As anyone familiar with the industry in the Commonwealth can tell you, making a lucrative business out of grape growing in Virginia is not the sure-fire recipe for success as it may be in California (that is, when drought and earthquakes do not interfere with growing), Oregon, Australia, or France. Mother nature plays a big part, as do all variety of animal life (mammals, birds, and insects), fickle patrons, bottling and distribution costs, and so on.
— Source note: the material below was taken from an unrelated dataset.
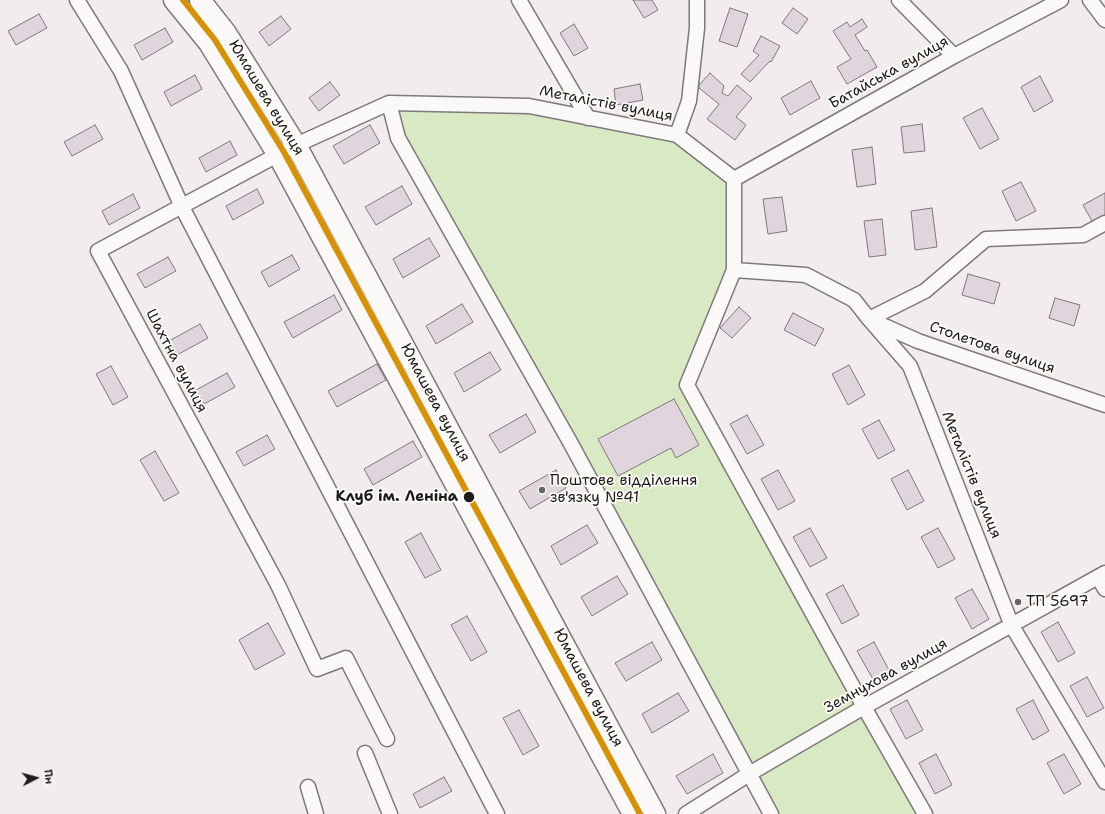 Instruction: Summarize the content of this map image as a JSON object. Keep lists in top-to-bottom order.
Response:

Hume Winery was the youngest of the three. They opened in 2011, what planned to be a side project for the owners. However we understand the owners' day jobs increased in intensity. What was meant to be a weekend hobby turned out to be burdensome and costly. Assistance from other wineries was appreciated, and their location in the Flint Hill/Front Royal area of Northern Virginia was striking (especially when lightning struck on this very warm summer day in 2012):
The tasting room was a restored cabin that provided an intimate experience. With a little help from wineries such as Breaux, Hume was crafting fine wines from the time they opened their door to their last vintage.
One of the most memorable experiences the Notebook had at Hume was a crazy hailstorm during the summer of 2012. The storm clouds in the photos above welcomed us, and twenty minutes later the skies opened up. We captured the event on film--click here to check it out.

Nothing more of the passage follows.